% Generated by roxygen2: do not edit by hand
% Please edit documentation in R/lma_dict.R
\name{lma_dict}
\alias{lma_dict}
\title{English Function Word Category and Special Character Lists}
\usage{
lma_dict(..., as.regex = TRUE, as.function = FALSE)
}
\arguments{
\item{...}{Numbers or letters corresponding to category names: ppron, ipron, article,
adverb, conj, prep, auxverb, negate, quant, interrog, number, interjection, or special.}

\item{as.regex}{Logical: if \code{FALSE}, lists are returned without regular expression.}

\item{as.function}{Logical or a function: if specified and \code{as.regex} is \code{TRUE}, the selected dictionary
will be collapsed to a regex string (terms separated by \code{|}), and a function for matching characters to that
string will be returned. The regex string is passed to the matching function (\code{\link{grepl}} by default)
as a 'pattern' argument, with the first argument of the returned function being passed as an 'x' argument.
See examples.}
}
\value{
A list with a vector of terms for each category, or (when \code{as.function = TRUE}) a function which
accepts an initial "terms" argument (a character vector), and any additional arguments determined by function
entered as \code{as.function} (\code{\link{grepl}} by default).
}
\description{
Returns a list of function words based on the Linguistic Inquiry and Word Count 2015 dictionary
(in terms of category names -- words were selected independently), or a list of special characters and patterns.
}
\note{
The \code{special} category is not returned unless specifically requested. It is a list of regular expression
strings attempting to capture special things like ellipses and emojis, or sets of special characters (those outside
of the Basic Latin range; \code{[^\\u0020-\\u007F]}), which can be used for character conversions.
If \code{special} is part of the returned list, \code{as.regex} is set to \code{TRUE}.

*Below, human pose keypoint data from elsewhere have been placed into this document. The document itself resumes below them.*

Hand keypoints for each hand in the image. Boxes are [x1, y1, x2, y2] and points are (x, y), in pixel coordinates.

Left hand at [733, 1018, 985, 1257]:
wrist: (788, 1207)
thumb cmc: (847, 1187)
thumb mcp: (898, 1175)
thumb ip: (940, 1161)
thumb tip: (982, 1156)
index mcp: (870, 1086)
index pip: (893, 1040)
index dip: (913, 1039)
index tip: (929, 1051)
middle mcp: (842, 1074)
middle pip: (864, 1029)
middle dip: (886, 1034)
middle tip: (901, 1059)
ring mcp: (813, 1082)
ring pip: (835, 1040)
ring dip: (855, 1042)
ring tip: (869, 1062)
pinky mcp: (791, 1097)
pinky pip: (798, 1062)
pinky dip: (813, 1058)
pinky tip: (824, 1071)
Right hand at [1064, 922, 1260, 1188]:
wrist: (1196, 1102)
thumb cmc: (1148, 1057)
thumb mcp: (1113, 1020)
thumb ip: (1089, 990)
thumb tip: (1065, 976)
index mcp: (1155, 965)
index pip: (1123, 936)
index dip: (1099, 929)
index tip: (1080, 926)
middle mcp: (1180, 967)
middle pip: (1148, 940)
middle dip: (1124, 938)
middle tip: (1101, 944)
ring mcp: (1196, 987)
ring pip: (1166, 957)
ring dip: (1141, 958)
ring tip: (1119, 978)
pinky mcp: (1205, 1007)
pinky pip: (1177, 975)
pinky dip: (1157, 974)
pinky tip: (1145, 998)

The \code{special} list is always used by both \code{\link{lma_dtm}} and \code{\link{lma_termcat}}. When creating a
dtm, \code{special} is used to clean the original input (so that, by default, the punctuation involved in ellipses
and emojis are treated as different -- as ellipses and emojis rather than as periods and parens and colons and such).
When categorizing a dtm, the input dictionary is passed by the special lists to be sure the terms in the dtm match up
with the dictionary (so, for example, ": (" would be replaced with "repfrown" in both the text and dictionary).
}
\examples{
# return the full dictionary (excluding special)
lma_dict()

# return the standard 7 category lsm categories
lma_dict(1:7)

# return just a few categories without regular expression
lma_dict(neg, ppron, aux, as.regex = FALSE)

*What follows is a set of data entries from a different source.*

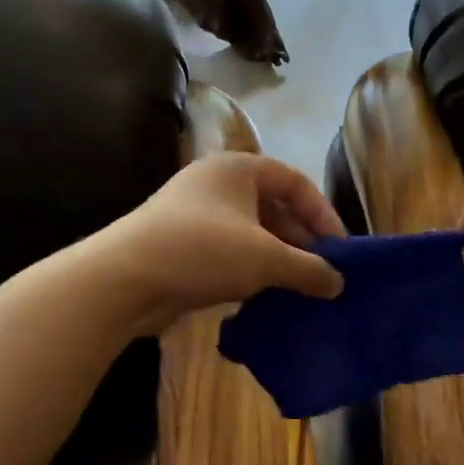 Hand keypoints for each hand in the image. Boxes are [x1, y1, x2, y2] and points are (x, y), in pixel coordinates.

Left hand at [92, 152, 345, 334]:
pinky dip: (251, 270)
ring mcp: (195, 215)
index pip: (295, 182)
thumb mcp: (266, 259)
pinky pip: (229, 252)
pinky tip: (265, 296)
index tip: (340, 250)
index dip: (322, 213)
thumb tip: (338, 284)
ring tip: (299, 288)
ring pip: (251, 233)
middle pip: (273, 207)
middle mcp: (216, 184)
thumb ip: (308, 269)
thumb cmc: (203, 251)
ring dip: (277, 258)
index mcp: (238, 168)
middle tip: (322, 273)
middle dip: (300, 240)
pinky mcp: (181, 245)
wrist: (123, 279) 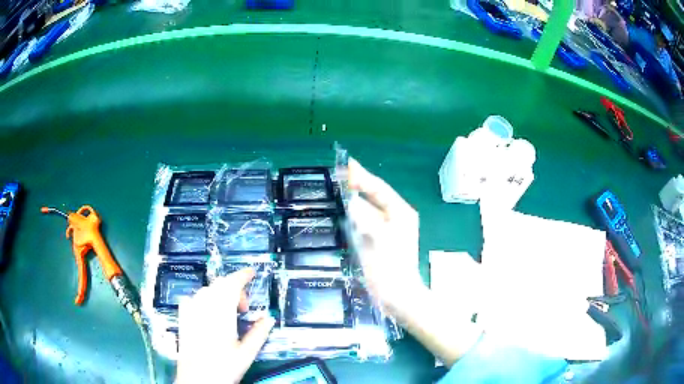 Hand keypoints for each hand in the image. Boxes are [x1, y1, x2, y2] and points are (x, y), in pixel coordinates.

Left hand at [176, 268, 274, 383]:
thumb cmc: (224, 368)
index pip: (231, 284)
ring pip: (206, 290)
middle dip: (234, 289)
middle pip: (219, 285)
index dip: (242, 275)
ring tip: (228, 313)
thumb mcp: (246, 353)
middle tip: (244, 308)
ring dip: (220, 294)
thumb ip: (258, 333)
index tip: (252, 273)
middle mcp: (204, 307)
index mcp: (221, 313)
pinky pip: (193, 298)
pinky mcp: (183, 317)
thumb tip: (269, 318)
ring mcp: (190, 311)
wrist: (196, 380)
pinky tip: (208, 312)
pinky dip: (204, 299)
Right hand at [346, 159, 481, 365]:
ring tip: (337, 189)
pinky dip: (355, 216)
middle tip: (338, 175)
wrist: (397, 296)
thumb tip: (352, 201)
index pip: (379, 188)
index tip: (345, 164)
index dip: (362, 176)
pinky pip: (366, 222)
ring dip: (355, 200)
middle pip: (374, 196)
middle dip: (357, 185)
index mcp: (400, 213)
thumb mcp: (375, 239)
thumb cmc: (390, 268)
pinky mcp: (380, 242)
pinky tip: (343, 214)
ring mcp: (389, 230)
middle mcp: (397, 218)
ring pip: (369, 209)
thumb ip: (363, 217) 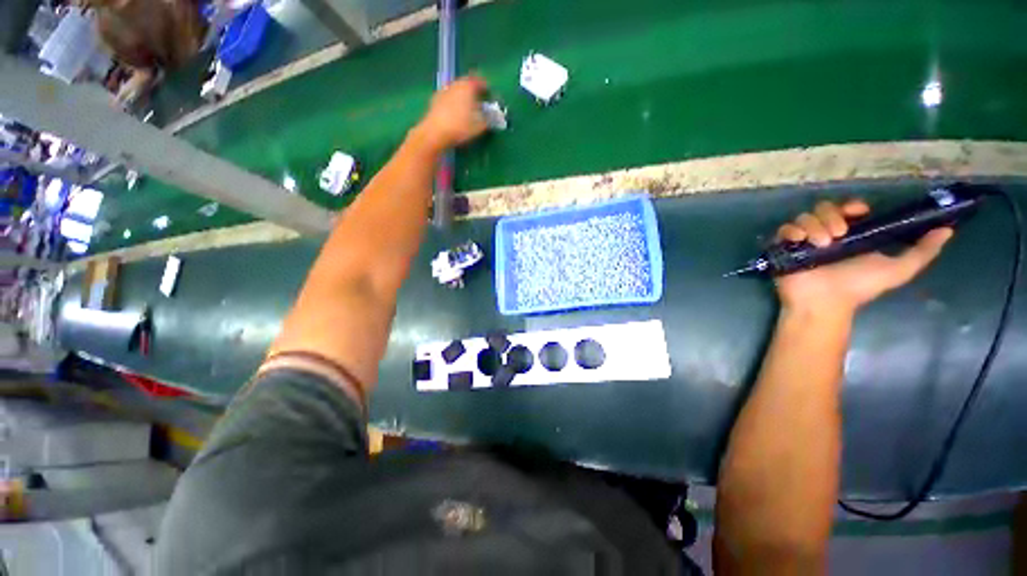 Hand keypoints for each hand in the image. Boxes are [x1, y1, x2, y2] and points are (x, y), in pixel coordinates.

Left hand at [412, 75, 488, 153]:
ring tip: (468, 108)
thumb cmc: (461, 127)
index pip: (479, 81)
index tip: (490, 94)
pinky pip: (448, 98)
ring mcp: (443, 91)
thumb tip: (493, 117)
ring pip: (456, 90)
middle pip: (466, 83)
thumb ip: (488, 119)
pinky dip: (454, 102)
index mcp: (467, 86)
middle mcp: (455, 84)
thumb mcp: (480, 126)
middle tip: (479, 100)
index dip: (486, 87)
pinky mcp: (435, 100)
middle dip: (473, 91)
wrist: (435, 133)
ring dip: (463, 96)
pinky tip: (456, 113)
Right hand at [774, 200, 952, 315]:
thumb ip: (922, 252)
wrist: (825, 304)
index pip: (848, 207)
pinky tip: (800, 242)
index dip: (852, 205)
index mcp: (851, 234)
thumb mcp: (898, 270)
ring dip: (814, 226)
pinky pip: (785, 229)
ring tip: (821, 245)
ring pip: (805, 217)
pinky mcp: (784, 247)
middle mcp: (827, 233)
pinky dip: (791, 232)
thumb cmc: (859, 288)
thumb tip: (948, 230)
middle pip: (824, 208)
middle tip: (838, 235)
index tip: (857, 212)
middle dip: (831, 216)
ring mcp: (804, 240) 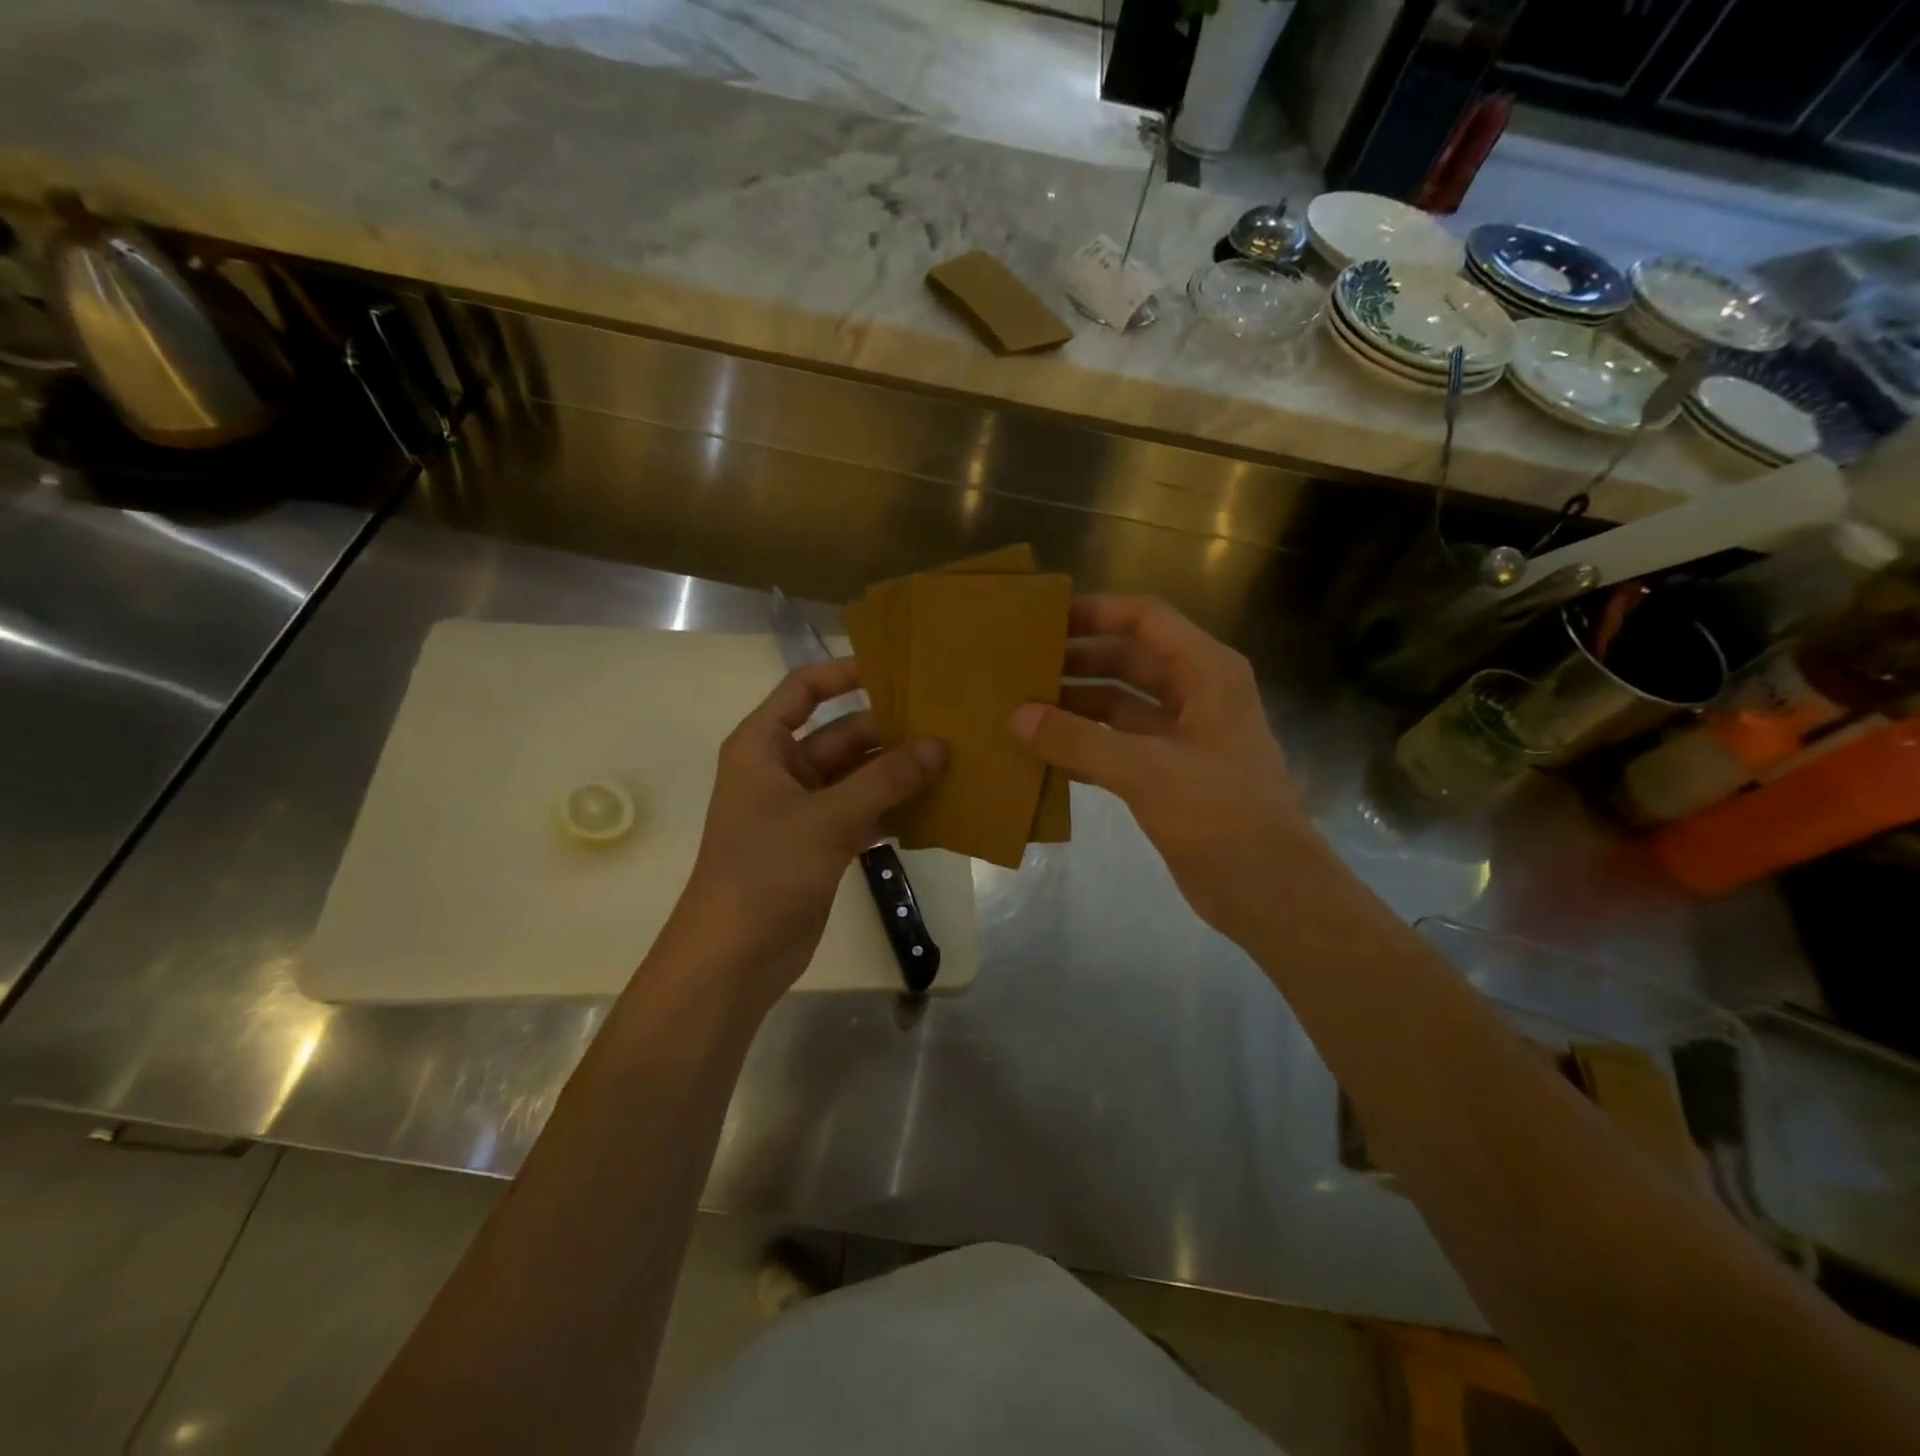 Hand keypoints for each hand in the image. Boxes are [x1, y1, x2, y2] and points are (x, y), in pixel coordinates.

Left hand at [669, 659, 944, 1006]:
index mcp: (763, 746)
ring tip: (953, 762)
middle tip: (948, 725)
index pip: (804, 689)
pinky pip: (863, 813)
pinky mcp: (820, 844)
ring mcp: (802, 809)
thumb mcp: (828, 819)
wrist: (733, 958)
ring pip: (858, 777)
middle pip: (842, 734)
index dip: (845, 673)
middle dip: (890, 732)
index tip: (898, 669)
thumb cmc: (766, 872)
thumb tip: (939, 746)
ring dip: (898, 773)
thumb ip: (886, 780)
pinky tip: (936, 809)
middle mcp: (782, 770)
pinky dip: (893, 811)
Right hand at [1010, 595, 1314, 939]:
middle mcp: (1197, 693)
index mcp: (1206, 672)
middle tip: (1022, 665)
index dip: (1097, 612)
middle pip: (1129, 659)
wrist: (1267, 889)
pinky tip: (1044, 752)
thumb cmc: (1218, 813)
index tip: (1045, 620)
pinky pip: (1119, 744)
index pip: (1146, 619)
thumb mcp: (1145, 770)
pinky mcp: (1170, 773)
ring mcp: (1183, 735)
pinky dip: (1085, 745)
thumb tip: (1016, 717)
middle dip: (1078, 660)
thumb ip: (1078, 741)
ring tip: (1022, 707)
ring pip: (1120, 705)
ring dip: (1077, 705)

# return special specifically
lma_dict(special)

# returning a function
is.ppron <- lma_dict(ppron, as.function = TRUE)
is.ppron(c("i", "am", "you", "were"))

in.lsmcat <- lma_dict(1:7, as.function = TRUE)
in.lsmcat(c("a", "frog", "for", "me"))

## use as a stopword filter
is.stopword <- lma_dict(as.function = TRUE)
dtm <- lma_dtm("Most of these words might not be all that relevant.")
dtm[, !is.stopword(colnames(dtm))]

## use to replace special characters
clean <- lma_dict(special, as.function = gsub)
clean(c(
  "\u201Ccurly quotes\u201D", "na\u00EFve", "typographer\u2019s apostrophe",
  "en\u2013dash", "em\u2014dash"
))
}
\seealso{
To score texts with these categories, use \code{\link{lma_termcat}}.
}